Further, after LG’s receipt of the Payoff Amount (the “Payoff Effective Time”), LG agrees to take all reasonable additional steps reasonably requested by UBIQ as may be necessary to release its security interests in the Collateral and to further reflect the termination of the Note. UBIQ agrees to pay LG for all reasonable costs and expenses incurred by LG in connection with the matters referred to in the previous sentence, and acknowledges that LG’s execution of and/or delivery of any documents releasing any security interest or claim in any property of UBIQ as set forth herein is made without recourse, representation, warranty or other assurance of any kind by LG as to LG’s rights in any collateral security for amounts owing under the Note, the condition or value of any Collateral, or any other matter. UBIQ and LG further confirm that LGs has no obligation to extend any additional credit or other amounts to UBIQ.

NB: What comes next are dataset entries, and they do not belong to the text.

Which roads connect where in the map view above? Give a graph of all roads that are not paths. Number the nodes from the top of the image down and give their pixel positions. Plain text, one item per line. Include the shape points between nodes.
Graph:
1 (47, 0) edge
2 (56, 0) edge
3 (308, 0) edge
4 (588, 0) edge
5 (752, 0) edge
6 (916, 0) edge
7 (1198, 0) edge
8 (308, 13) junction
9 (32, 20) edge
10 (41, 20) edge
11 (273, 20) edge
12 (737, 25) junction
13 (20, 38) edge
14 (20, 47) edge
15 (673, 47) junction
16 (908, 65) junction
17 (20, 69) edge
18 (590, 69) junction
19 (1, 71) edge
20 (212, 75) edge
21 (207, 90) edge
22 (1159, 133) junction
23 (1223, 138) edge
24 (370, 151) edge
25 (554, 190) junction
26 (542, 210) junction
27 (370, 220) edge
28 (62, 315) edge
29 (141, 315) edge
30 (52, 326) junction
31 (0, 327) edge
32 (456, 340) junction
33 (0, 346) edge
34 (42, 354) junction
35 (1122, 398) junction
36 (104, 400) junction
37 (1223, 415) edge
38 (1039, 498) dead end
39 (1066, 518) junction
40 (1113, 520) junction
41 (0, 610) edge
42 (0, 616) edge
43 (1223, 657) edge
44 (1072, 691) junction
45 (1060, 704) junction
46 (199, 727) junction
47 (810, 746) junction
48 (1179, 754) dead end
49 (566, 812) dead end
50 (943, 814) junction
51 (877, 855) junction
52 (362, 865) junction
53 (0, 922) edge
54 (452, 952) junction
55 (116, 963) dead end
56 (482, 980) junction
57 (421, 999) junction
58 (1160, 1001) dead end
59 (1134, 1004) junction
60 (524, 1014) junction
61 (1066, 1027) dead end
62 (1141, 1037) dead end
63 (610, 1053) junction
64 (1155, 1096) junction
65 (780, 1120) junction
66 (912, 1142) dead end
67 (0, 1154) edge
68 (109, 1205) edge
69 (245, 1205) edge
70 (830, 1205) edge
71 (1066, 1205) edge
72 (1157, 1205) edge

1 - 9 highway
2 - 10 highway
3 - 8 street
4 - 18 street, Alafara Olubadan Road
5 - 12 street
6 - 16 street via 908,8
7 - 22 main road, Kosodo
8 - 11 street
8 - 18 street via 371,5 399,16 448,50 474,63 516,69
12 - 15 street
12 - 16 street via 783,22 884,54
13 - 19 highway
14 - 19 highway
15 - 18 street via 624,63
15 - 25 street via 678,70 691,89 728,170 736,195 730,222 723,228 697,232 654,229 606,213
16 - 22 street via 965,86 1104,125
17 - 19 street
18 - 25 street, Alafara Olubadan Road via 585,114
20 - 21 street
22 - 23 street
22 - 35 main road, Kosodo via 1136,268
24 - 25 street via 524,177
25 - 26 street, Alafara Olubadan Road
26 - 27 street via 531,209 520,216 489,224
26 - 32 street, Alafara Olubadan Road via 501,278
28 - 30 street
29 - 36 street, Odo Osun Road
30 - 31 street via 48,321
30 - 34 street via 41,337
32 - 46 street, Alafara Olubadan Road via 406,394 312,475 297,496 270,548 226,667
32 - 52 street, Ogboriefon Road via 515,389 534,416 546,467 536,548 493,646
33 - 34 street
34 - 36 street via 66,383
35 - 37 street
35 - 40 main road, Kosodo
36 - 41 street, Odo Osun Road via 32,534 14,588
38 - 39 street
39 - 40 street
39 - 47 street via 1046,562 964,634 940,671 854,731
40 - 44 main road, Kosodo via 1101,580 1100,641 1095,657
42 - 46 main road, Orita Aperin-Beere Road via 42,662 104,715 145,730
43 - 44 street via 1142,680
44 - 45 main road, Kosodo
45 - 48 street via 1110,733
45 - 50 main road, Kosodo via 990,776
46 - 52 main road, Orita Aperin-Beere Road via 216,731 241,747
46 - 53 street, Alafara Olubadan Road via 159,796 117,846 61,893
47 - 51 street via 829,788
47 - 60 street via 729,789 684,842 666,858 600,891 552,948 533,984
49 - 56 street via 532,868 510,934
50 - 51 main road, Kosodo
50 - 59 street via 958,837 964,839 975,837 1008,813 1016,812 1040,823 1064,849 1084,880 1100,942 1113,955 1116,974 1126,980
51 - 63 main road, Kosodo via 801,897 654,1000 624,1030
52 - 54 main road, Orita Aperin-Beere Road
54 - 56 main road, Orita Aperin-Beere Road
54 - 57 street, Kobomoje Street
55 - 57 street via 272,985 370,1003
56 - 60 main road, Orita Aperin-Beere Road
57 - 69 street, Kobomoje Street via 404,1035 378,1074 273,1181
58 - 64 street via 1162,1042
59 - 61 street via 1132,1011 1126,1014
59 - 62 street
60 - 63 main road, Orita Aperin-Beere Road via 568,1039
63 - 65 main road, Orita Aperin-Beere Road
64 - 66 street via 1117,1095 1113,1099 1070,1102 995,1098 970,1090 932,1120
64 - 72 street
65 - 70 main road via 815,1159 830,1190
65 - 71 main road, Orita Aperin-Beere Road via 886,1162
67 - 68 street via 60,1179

The Payoff Amount will be sent by federal funds wire transfer to:
Account Name: | LG Capital Funding LLC | ||
Account Number: | 4830 4837 8049 | ||
Routing Number (ACH): | 021000322 | ||
Routing Number (Wire): | 026009593 | ||
Bank Info: | Bank of America | ||
One Bryant Park | |||
New York, NY 10036 |
If the Payoff Amount is not received by LG on or before 3:00 p.m. (New York City time) on 10 July 2015, then this Letter Agreement shall terminate and be of no further force or effect.
Notwithstanding anything herein to the contrary, if at any time on or after the Payoff Effective Time all or any portion of the Payoff Amount paid to LG is voided or rescinded or must otherwise be returned by LG upon UBIQ’s insolvency, bankruptcy, reorganization or otherwise, all as though such payment had not been made, the obligation to pay such amount so voided, rescinded or returned, and the liens securing such amount, shall be reinstated. Also notwithstanding anything stated above, Letter Agreement and the release contained herein has no application to the convertible note that in favor of LG dated 17 April 2015 and due on 16 April 2016 (the “Second Note”) in the amount of $109,200, which has not been paid and to which LG does not release or waive any terms or rights stated therein. UBIQ hereby acknowledges this Second Note as being in effect and unpaid.
LG and UBIQ further agree that upon the Payoff Effective Time UBIQ on the one hand, and LG on the other, shall release each other and their respective affiliates and subsidiaries and officers, managers, employees, members, agents, attorneys and representatives as well as their respective successors and assigns from any and all claims, obligations, rights, causes of action, and liabilities, of whatever kind or nature, whether known or unknown, whether foreseen or unforeseen, arising on or before the date hereof, which either ever had, now have or hereafter can, shall or may have for, upon or by reason of any matter, cause or thing whatsoever, which are based upon, arise under or are related to the Note (the “Released Matters”). Without limiting the generality of the foregoing, UBIQ and LG each hereby waive the provisions of any statute or doctrine to the effect that a general release does not extend to claims which a releasing party does not know or suspect to exist in its favor at the time of executing the release, which if known by such releasing party would have materially affected the releasing party’s settlement with the party being released. UBIQ and LG acknowledge that the agreements in this paragraph are intended to be in full satisfaction of all or any alleged injuries or damages arising in connection with the Released Matters. UBIQ and LG acknowledge that the release contained herein constitutes a material inducement to each to enter into this Letter Agreement and that UBIQ and LG would not have done so but for the expectation of each that such release is valid and enforceable in all events.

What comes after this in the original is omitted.